— What to produce —
Set down each entry below exactly as it stands.

(Collected data entries)
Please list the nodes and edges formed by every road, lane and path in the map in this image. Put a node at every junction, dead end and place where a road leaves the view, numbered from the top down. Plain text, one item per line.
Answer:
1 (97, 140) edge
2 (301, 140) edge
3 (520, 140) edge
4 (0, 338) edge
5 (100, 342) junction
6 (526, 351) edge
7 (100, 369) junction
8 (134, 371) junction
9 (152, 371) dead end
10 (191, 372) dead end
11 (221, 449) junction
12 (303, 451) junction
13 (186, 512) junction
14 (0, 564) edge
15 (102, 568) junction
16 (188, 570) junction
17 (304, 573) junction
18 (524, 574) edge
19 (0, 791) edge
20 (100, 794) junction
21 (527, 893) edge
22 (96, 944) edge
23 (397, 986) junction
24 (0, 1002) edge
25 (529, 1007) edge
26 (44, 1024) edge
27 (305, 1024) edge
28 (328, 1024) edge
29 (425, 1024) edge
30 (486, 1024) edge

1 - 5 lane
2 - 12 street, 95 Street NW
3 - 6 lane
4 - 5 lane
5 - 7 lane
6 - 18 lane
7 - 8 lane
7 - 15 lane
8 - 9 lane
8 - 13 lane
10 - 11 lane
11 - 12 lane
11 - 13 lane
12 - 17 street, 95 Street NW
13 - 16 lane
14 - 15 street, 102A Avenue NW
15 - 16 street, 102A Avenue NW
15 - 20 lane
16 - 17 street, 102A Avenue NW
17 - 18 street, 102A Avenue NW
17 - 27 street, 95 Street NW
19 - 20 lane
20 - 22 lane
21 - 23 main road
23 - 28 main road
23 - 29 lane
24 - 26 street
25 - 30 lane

— Exercise response —
Please list the nodes and edges formed by every road, lane and path in the map in this image. Put a node at every junction, dead end and place where a road leaves the view, numbered from the top down. Plain text, one item per line.
Answer:
1 (97, 140) edge
2 (301, 140) edge
3 (520, 140) edge
4 (0, 338) edge
5 (100, 342) junction
6 (526, 351) edge
7 (100, 369) junction
8 (134, 371) junction
9 (152, 371) dead end
10 (191, 372) dead end
11 (221, 449) junction
12 (303, 451) junction
13 (186, 512) junction
14 (0, 564) edge
15 (102, 568) junction
16 (188, 570) junction
17 (304, 573) junction
18 (524, 574) edge
19 (0, 791) edge
20 (100, 794) junction
21 (527, 893) edge
22 (96, 944) edge
23 (397, 986) junction
24 (0, 1002) edge
25 (529, 1007) edge
26 (44, 1024) edge
27 (305, 1024) edge
28 (328, 1024) edge
29 (425, 1024) edge
30 (486, 1024) edge

1 - 5 lane
2 - 12 street, 95 Street NW
3 - 6 lane
4 - 5 lane
5 - 7 lane
6 - 18 lane
7 - 8 lane
7 - 15 lane
8 - 9 lane
8 - 13 lane
10 - 11 lane
11 - 12 lane
11 - 13 lane
12 - 17 street, 95 Street NW
13 - 16 lane
14 - 15 street, 102A Avenue NW
15 - 16 street, 102A Avenue NW
15 - 20 lane
16 - 17 street, 102A Avenue NW
17 - 18 street, 102A Avenue NW
17 - 27 street, 95 Street NW
19 - 20 lane
20 - 22 lane
21 - 23 main road
23 - 28 main road
23 - 29 lane
24 - 26 street
25 - 30 lane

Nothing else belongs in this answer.